Gregorio Dorta Martín
Don Benjamín Afonso fue mi primer
maestro. Era un maestro nato. En el segundo curso de la primaria le ayude mucho
en su cometido. Tal vez por ser un niño tímido y de gran altura, el mayor de la
clase de una treintena de alumnos. Fui uno de sus elegidos o preferidos. Al
poco tiempo me dio libertad de acción y me puso ante el resto de compañeros en
algún apuro.
No estoy listo para esto—objeté.
¡Claro que lo estas! Insistió.
Y más de lo que te imaginas. Creyó y
confió en mí. En cierta oportunidad nos dio un trabajo a todos los alumnos para
hacer en casa, de un folio como mínimo y tres como máximo, sobre la escuela y
como ya gustaba tanto de escribir hice, si mal no recuerdo cinco folios, me
pase. Sin embargo, al siguiente día se lo entregue. Pensaba que lo iba a botar
a la papelera e hizo todo lo contrario. Una vez leyó todo el texto, lo revisó y
lo aprobó. Aquel día me sentí muy feliz. Había aprendido dos grandes lecciones.

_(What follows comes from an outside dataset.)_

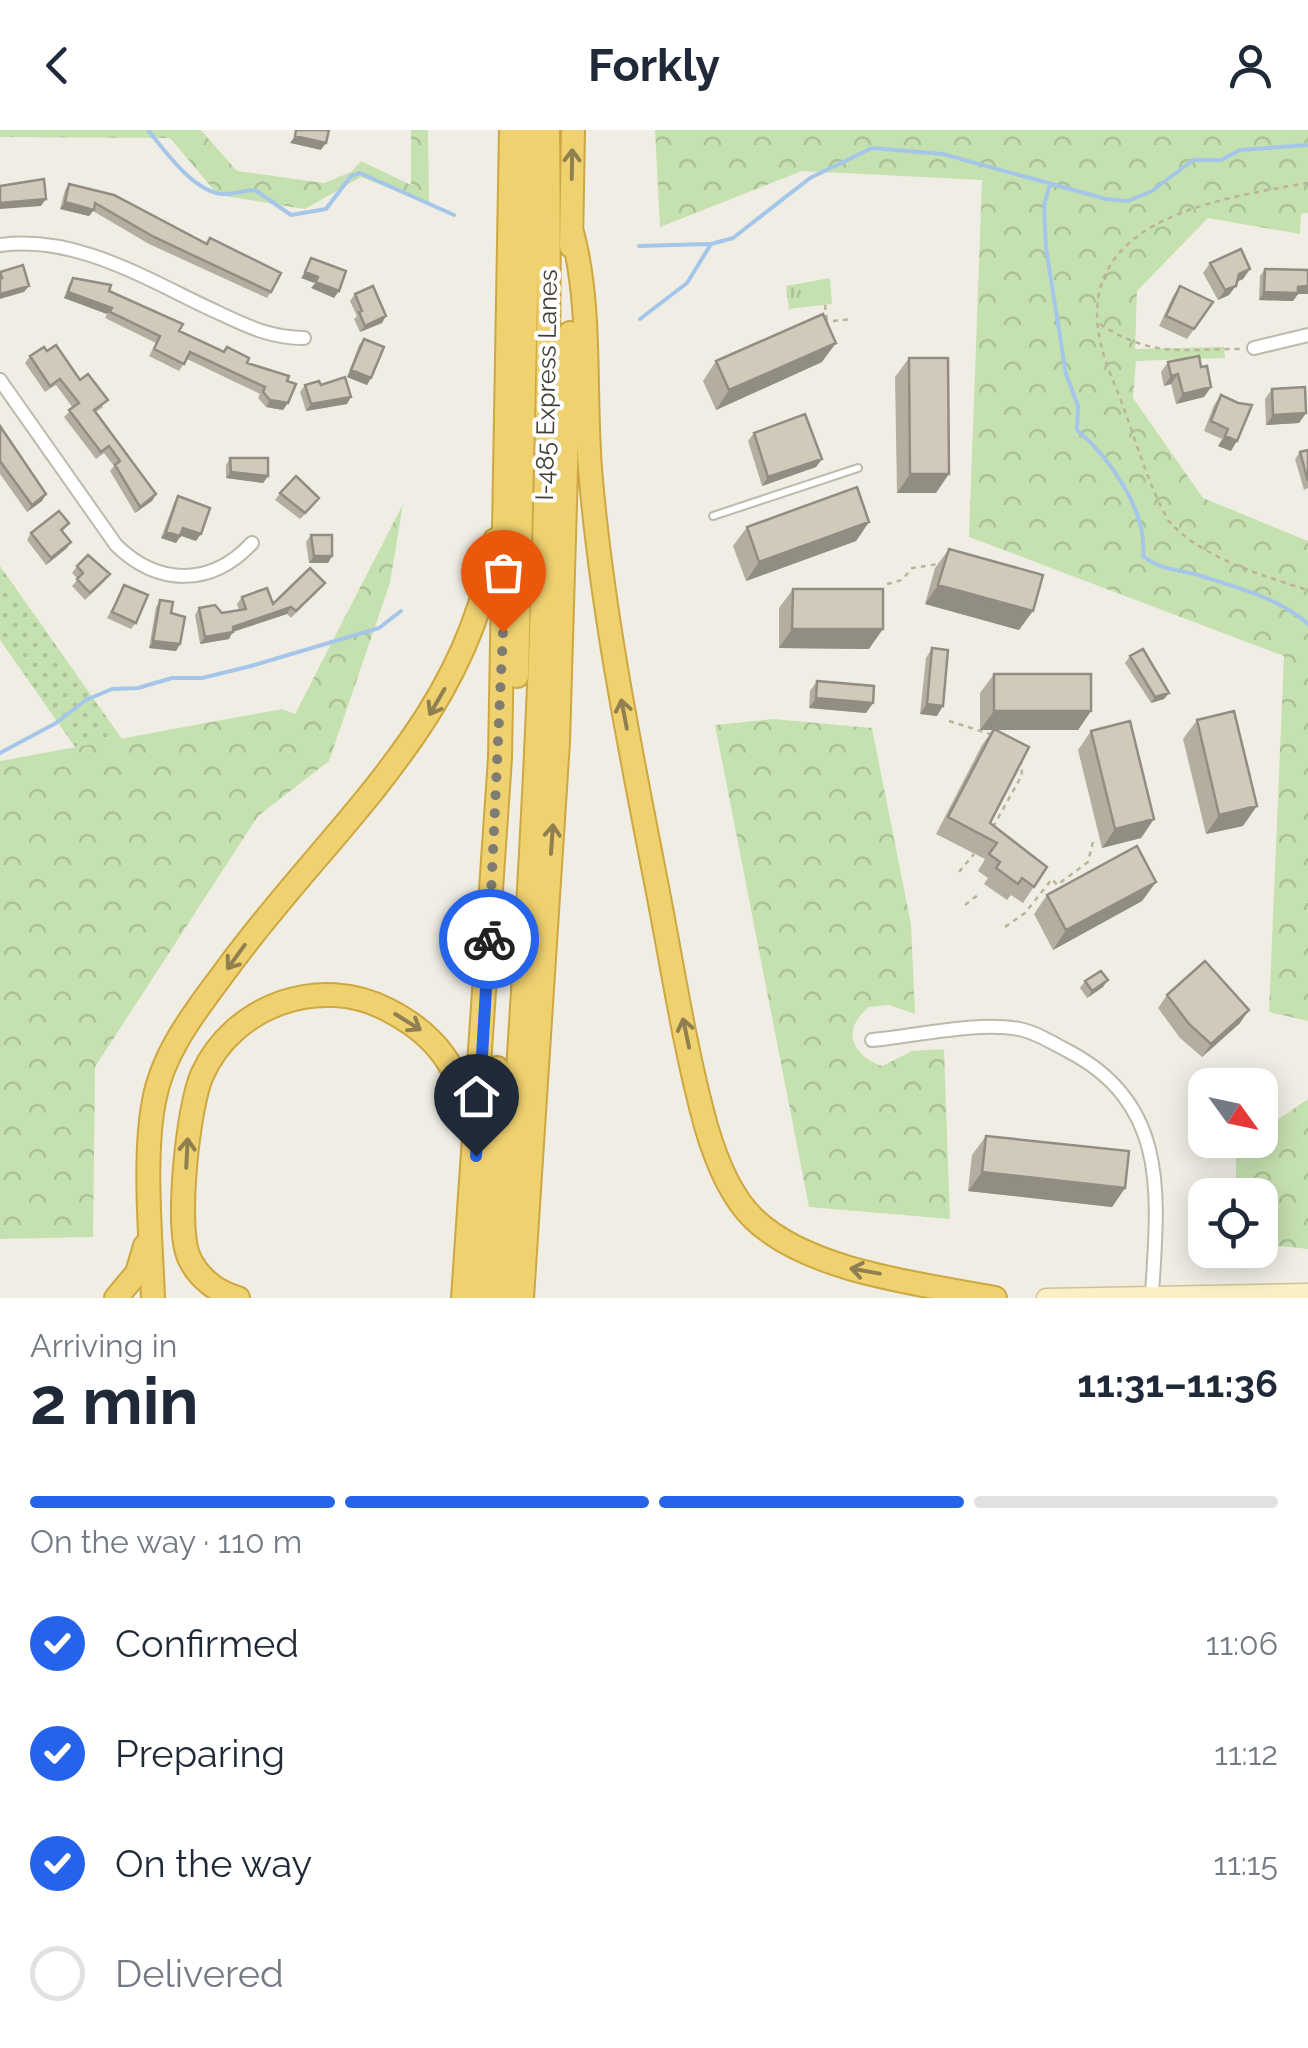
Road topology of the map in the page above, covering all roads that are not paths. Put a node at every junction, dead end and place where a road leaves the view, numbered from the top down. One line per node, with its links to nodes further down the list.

Era capaz de lo que pensaba y no hay nada mejor que hacer frente a los grandes
retos.
Y Don Benjamín Afonso siguió retándome.
Como a la hora de ir al campo de fútbol, otra de mis pasiones, el deporte, un
perro de un vecino de grandes dimensiones, se atravesó en mi camino y me había
puesto tembloroso contra la pared y estuve mucho tiempo sin moverme y puso su
terrible y larga cara contra la mía, respirando boca con boca, diente por
diente, ojo por ojo, desde ahí nació mi manera de tenerle terror e incluso
pánico a estos animales por muy pequeño que fuera. Pero él, mi maestro era de
la idea de que hay que encarar los miedos, con mucha valentía. Un día me dijo:
--Tienes que escribir sobre un perro
vagabundo.
Ya le dije que no pienso escribir de
ningún animal vagabundo- proteste- Y menos de estos animales. De cualquier
modo, no sé mucho de ellos.
--Pero si tú sabes más que sus propios
dueños- respondió-
Date prisa. Hay que presentar este
nuevo trabajo, antes del comienzo de las vacaciones. Me calme poco a poco, y al
cabo de un buen rato puse mano a la obra.

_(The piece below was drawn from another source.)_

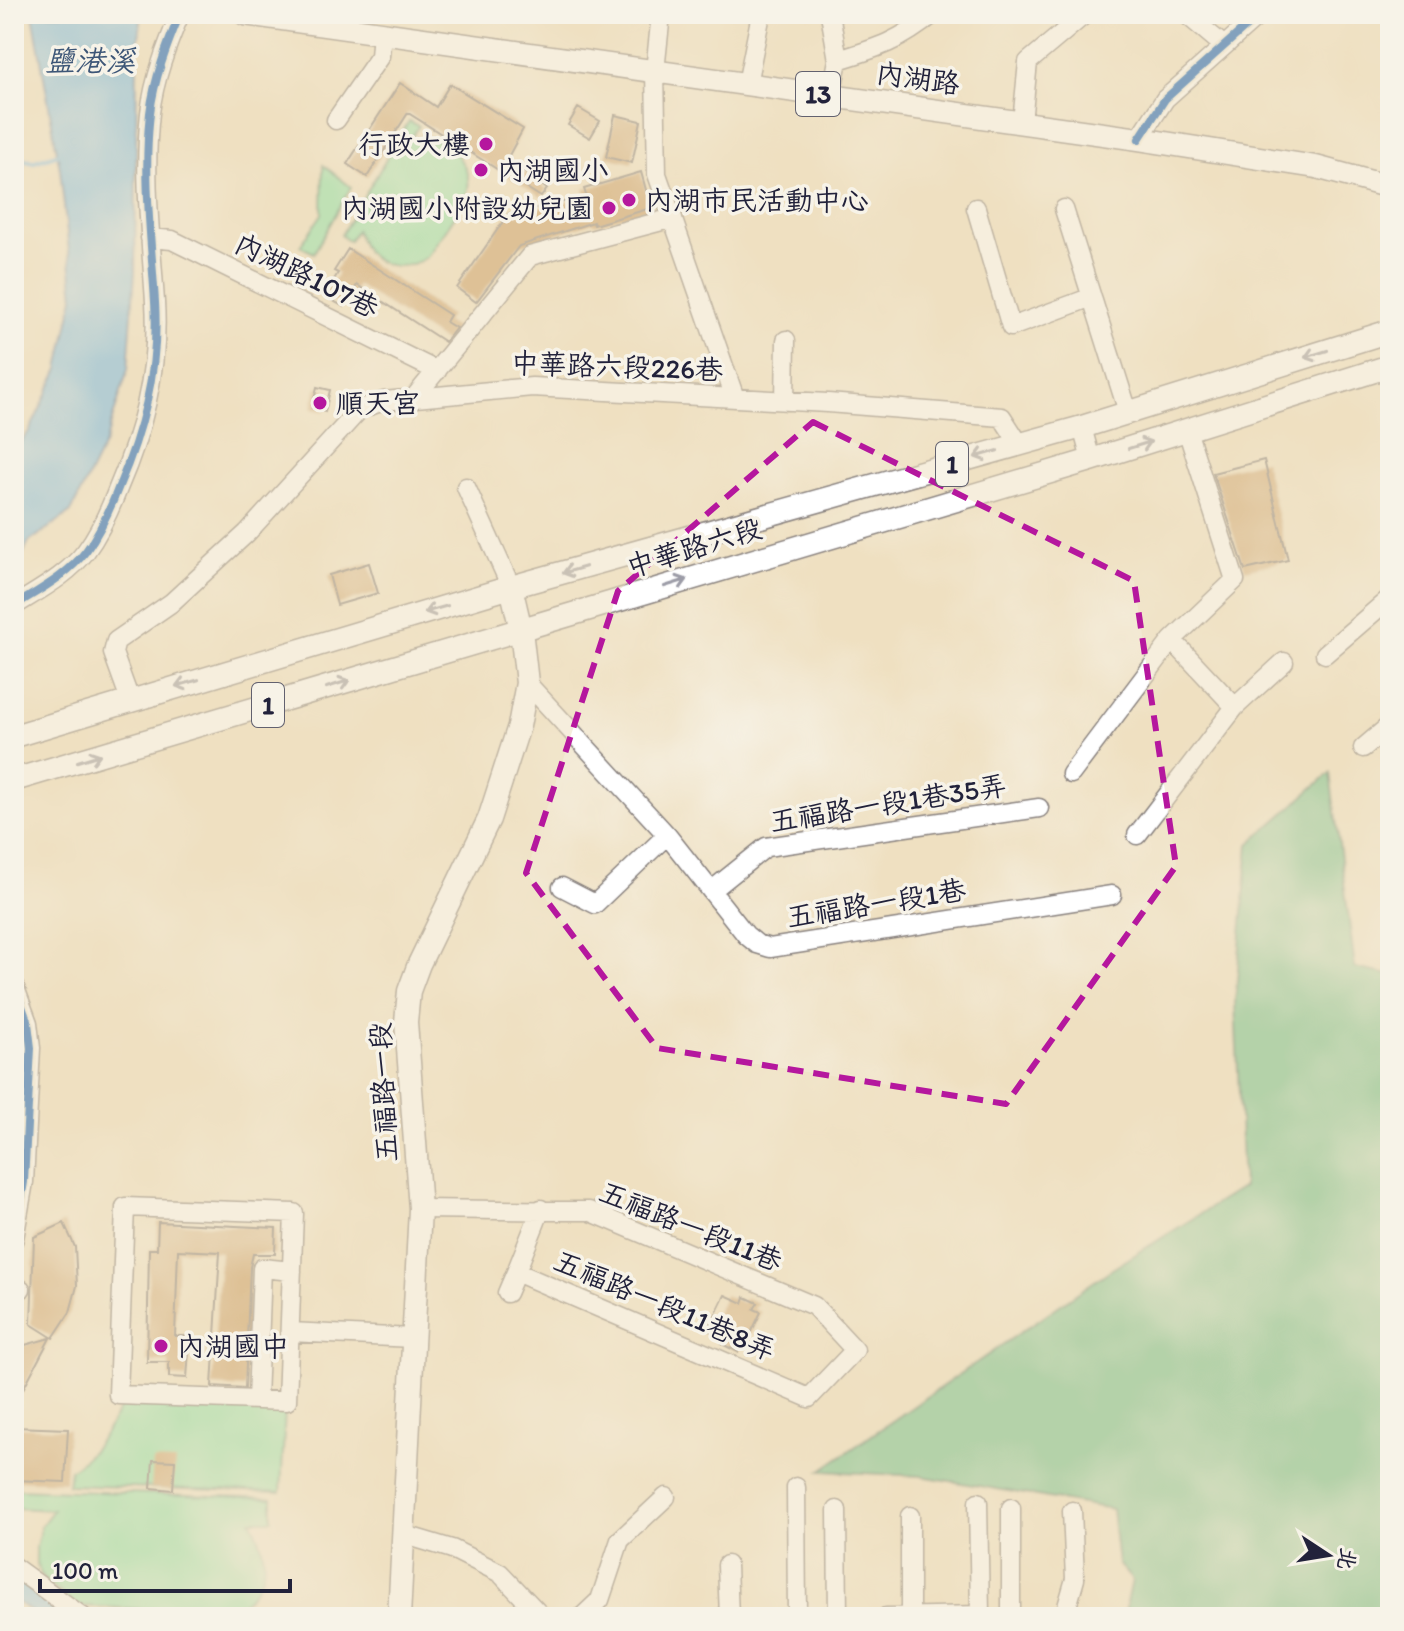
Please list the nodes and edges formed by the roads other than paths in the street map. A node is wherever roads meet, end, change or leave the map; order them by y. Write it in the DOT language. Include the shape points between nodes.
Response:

Gracias, me dijo el maestro—
Me alegro de haber podido ayudarle-
contesté.
De vuelta a casa, afirmaba sonriendo:
Ya le voy a perder el miedo a los
perros, sea cual fuera su tamaño. Sin embargo, todo me sembraba las dudas.
¡De ninguna manera! No quiero saber más
y menos de escribir sobre estos terribles sabuesos.

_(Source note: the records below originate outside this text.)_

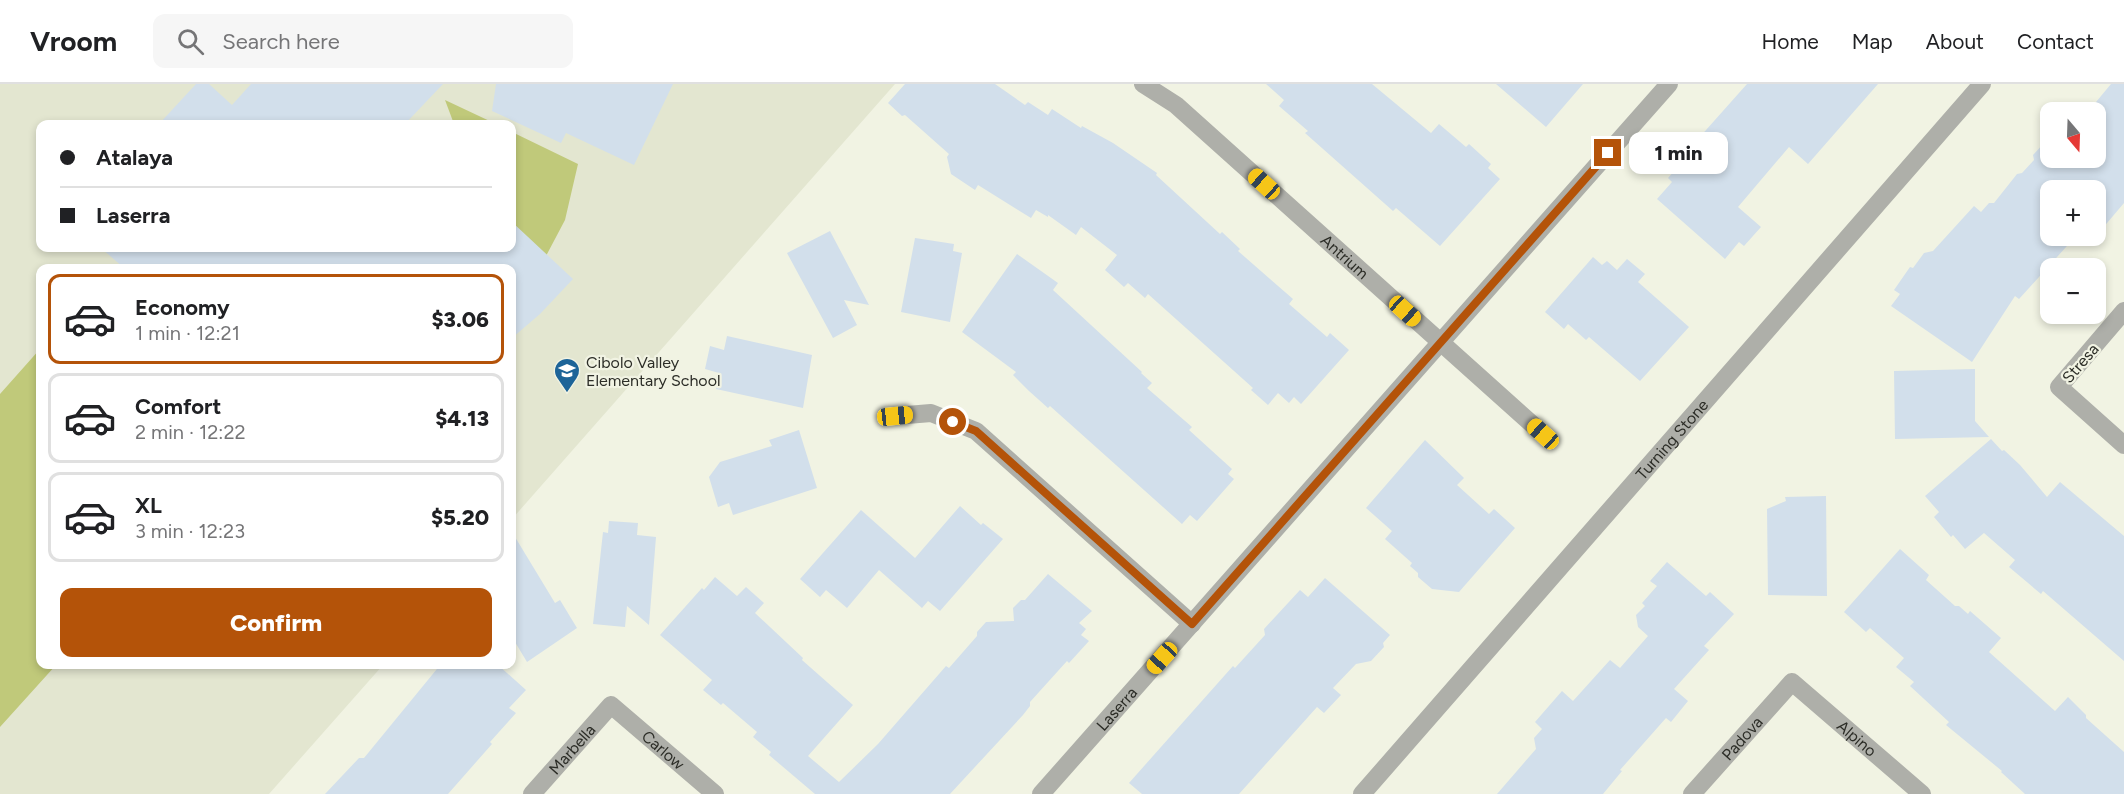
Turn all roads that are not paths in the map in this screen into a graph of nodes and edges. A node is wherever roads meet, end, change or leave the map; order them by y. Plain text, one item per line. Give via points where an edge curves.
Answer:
1 (1143, 84) edge
2 (1669, 84) edge
3 (1982, 84) edge
4 (2124, 311) edge
5 (1440, 343) junction
6 (895, 416) dead end
7 (1543, 434) dead end
8 (2124, 445) edge
9 (1192, 624) junction
10 (1792, 682) joint
11 (611, 705) joint
12 (532, 794) edge
13 (715, 794) edge
14 (1041, 794) edge
15 (1362, 794) edge
16 (1692, 794) edge
17 (1922, 794) edge

1 - 5 street, Antrium via 1176,105
2 - 5 street, Laserra
3 - 15 street, Turning Stone
4 - 8 street, Stresa via 2059,387
5 - 7 street, Antrium
5 - 9 street, Laserra
6 - 9 street via 931,412 976,431
9 - 14 street, Laserra
10 - 16 street, Padova
10 - 17 street, Alpino
11 - 12 street, Marbella
11 - 13 street, Carlow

Como era de esperar mi maestro desde
entonces todos los días me preguntaba cómo iban mis escritos sobre estos
cachorros. Lo cierto que con todo ello fue ganando en confianza y mi formación
iba viento en popa, y mi primer maestro y mis padres estaban encantados con mi
gran progreso. Un día anuncié.
No puedo hacerme cargo yo solo siendo
aún un niño de todo esto.
Confió en ti- dijo al cerrar la puerta
de la escuela y salir de clase. Poco a poco llegue a ver que Don Benjamín
Afonso, con su ejemplo, era un maestro con mucho mérito, de valores
fundamentales, respetado por su integridad, su experiencia de la vida y de las
cosas y de su gran sentido común. Los niños de la escuela de la Vera fuimos
siempre muy importantes para él. Sin alguno de nosotros no comprendía lo que a
veces nos decía, lo repetía hasta la saciedad, hasta que se disiparan toda
clase de duda.
La Vera, mi barrio está en deuda con
este ejemplar maestro. La gente de mi edad mucho le debemos a Don Benjamín
Afonso. Y me enorgullece haber contribuido al desarrollo de mi escuela y de
contar con un maestro que dio todo por sus alumnos y por su barrio.
Mi nombre es Richard Alexander Carrera Diaz, tengo 31 años soy hijo, de una hija, de una de las hijas del ilustre personaje descrito con una carga hermosa de recuerdos y sensaciones por medio de tus palabras y, te agradezco inmensamente, pues para llegar al dorado, debemos seguir las migas de pan, y este legado de mi antepasado aún vive en todo lo que el pudo alcanzar y en la genética misma que vive en sus predecesores. Muchas gracias por la reseña.